[STUDY MATERIAL Boundary: Start]

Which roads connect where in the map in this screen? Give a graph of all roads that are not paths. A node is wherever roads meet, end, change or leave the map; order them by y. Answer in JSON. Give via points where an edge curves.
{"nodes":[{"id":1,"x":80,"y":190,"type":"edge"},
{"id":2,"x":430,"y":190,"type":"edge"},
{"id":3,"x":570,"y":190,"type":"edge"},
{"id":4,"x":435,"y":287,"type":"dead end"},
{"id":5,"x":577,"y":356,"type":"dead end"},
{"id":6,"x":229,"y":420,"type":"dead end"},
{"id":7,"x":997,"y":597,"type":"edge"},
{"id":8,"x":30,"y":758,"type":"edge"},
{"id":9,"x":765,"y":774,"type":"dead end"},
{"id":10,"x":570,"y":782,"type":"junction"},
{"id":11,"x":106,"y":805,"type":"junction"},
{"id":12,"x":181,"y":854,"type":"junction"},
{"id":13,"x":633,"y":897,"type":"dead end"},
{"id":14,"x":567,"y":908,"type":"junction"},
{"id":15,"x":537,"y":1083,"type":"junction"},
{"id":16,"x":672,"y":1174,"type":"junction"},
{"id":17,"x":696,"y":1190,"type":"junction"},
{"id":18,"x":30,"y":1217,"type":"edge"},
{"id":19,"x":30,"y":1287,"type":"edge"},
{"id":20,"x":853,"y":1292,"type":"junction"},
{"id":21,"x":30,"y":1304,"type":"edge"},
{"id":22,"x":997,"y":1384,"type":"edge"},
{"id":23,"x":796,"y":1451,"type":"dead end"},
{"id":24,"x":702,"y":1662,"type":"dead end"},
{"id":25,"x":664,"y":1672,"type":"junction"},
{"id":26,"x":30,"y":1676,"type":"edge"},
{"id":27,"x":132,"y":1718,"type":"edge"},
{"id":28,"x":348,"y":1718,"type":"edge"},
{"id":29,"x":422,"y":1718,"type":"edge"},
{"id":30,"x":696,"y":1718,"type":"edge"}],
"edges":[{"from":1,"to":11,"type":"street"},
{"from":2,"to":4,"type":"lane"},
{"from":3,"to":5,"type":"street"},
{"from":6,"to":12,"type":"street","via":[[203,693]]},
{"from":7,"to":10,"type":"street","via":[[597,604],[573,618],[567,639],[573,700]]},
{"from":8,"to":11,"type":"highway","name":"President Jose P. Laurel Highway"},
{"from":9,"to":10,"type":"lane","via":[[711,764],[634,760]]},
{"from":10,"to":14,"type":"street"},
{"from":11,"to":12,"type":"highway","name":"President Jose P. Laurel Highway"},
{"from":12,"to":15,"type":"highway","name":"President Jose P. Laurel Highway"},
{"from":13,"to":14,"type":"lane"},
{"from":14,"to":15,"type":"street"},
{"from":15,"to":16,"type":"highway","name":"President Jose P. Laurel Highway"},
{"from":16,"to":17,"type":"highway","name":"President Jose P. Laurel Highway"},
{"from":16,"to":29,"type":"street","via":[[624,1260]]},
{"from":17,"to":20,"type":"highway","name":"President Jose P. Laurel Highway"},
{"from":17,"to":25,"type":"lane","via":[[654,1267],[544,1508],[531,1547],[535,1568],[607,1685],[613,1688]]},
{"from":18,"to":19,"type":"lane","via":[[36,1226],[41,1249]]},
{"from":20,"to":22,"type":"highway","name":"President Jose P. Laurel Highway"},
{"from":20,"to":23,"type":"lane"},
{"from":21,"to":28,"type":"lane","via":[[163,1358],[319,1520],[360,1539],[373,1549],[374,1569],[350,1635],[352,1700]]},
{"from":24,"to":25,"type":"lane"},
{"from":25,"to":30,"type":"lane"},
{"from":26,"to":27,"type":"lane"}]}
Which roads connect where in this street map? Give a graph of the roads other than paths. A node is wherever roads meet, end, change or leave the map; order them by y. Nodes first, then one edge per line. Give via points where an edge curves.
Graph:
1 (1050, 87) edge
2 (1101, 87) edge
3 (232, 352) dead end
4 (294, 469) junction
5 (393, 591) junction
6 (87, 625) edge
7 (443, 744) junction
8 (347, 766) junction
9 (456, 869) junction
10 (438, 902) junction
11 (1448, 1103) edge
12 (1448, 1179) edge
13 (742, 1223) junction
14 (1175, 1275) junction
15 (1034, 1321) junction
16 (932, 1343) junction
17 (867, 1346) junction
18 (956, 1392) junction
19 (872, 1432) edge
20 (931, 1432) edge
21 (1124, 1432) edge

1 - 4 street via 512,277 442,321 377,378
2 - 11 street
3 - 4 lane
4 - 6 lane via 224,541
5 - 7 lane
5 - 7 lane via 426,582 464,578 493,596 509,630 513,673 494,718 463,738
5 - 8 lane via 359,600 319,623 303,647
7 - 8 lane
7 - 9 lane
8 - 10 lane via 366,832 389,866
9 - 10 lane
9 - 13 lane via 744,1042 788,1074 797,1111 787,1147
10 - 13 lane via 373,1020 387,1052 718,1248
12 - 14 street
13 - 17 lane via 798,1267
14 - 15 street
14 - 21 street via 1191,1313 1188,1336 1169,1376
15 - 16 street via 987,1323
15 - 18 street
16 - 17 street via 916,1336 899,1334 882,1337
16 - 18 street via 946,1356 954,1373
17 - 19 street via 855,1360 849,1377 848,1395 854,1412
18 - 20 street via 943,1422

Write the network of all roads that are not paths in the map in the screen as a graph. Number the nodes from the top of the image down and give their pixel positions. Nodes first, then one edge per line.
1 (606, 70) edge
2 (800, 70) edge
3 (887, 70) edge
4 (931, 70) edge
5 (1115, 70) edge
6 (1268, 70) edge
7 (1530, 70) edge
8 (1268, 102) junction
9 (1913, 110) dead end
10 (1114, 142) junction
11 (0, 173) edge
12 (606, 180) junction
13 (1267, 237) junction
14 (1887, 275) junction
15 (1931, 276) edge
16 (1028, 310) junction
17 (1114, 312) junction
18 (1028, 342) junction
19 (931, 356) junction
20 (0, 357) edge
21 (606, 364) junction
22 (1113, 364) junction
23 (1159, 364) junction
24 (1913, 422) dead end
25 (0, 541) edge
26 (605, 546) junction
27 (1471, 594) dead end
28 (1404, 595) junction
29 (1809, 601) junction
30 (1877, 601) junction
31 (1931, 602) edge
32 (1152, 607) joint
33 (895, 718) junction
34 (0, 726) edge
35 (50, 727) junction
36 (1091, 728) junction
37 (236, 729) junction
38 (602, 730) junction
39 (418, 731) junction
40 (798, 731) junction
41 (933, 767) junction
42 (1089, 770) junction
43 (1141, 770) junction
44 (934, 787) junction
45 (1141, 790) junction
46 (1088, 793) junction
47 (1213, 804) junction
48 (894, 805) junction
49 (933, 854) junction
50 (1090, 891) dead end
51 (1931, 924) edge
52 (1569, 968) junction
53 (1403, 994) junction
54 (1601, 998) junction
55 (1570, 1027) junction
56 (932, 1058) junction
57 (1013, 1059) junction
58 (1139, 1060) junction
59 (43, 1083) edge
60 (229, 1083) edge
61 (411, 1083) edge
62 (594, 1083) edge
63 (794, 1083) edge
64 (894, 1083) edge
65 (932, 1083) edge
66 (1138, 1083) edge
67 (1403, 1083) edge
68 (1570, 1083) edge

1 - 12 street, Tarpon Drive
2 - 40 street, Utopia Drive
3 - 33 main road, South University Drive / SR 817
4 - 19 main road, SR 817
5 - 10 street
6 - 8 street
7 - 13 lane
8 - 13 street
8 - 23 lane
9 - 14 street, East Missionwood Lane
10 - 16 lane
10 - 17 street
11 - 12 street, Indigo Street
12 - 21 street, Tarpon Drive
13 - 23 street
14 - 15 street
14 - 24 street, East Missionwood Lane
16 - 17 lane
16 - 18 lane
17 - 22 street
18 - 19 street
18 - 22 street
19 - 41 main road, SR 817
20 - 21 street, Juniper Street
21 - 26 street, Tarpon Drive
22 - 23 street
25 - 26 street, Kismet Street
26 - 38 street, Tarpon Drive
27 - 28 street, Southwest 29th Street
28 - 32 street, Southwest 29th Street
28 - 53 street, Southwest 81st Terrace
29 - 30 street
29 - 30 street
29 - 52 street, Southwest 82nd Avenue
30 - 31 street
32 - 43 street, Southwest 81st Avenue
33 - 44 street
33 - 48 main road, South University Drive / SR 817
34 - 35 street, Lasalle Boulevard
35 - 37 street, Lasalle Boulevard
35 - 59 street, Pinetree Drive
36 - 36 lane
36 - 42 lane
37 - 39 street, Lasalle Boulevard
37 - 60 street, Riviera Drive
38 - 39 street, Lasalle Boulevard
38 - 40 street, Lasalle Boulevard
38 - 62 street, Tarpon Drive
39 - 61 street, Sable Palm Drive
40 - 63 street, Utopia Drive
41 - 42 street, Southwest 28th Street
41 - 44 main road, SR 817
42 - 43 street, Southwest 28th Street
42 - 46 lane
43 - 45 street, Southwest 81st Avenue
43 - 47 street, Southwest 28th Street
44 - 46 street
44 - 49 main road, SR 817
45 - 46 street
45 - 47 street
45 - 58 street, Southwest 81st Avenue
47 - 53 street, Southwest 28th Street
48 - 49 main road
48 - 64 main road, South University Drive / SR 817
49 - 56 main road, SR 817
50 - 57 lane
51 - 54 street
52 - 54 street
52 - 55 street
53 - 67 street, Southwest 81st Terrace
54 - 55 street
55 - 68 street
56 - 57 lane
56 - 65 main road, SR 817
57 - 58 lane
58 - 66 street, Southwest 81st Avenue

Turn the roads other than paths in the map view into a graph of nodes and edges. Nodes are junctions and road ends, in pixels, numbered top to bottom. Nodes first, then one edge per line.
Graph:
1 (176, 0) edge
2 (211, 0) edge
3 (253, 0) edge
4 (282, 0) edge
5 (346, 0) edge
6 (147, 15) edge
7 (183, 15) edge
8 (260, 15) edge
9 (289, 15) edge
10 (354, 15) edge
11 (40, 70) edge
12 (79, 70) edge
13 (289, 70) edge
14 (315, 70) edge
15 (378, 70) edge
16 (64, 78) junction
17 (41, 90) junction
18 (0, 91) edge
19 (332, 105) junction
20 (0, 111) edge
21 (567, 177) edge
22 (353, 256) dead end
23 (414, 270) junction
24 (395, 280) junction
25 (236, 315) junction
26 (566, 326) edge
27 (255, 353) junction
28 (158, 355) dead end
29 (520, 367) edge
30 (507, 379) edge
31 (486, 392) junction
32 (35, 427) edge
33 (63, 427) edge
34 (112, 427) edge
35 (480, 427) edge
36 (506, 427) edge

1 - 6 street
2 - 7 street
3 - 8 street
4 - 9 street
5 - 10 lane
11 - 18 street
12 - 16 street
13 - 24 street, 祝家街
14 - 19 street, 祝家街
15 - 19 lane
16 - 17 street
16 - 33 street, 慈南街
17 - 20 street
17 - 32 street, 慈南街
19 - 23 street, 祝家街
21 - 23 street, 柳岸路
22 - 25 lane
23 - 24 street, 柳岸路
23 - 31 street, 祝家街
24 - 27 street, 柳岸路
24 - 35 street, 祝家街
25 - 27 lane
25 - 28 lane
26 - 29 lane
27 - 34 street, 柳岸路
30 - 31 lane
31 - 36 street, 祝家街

[STUDY MATERIAL Boundary: End]

YOUR INSTRUCTIONS – Copy out each line of the entries that holds "University".

TASK SOLUTION –
3 - 33 main road, South University Drive / SR 817
33 - 48 main road, South University Drive / SR 817
48 - 64 main road, South University Drive / SR 817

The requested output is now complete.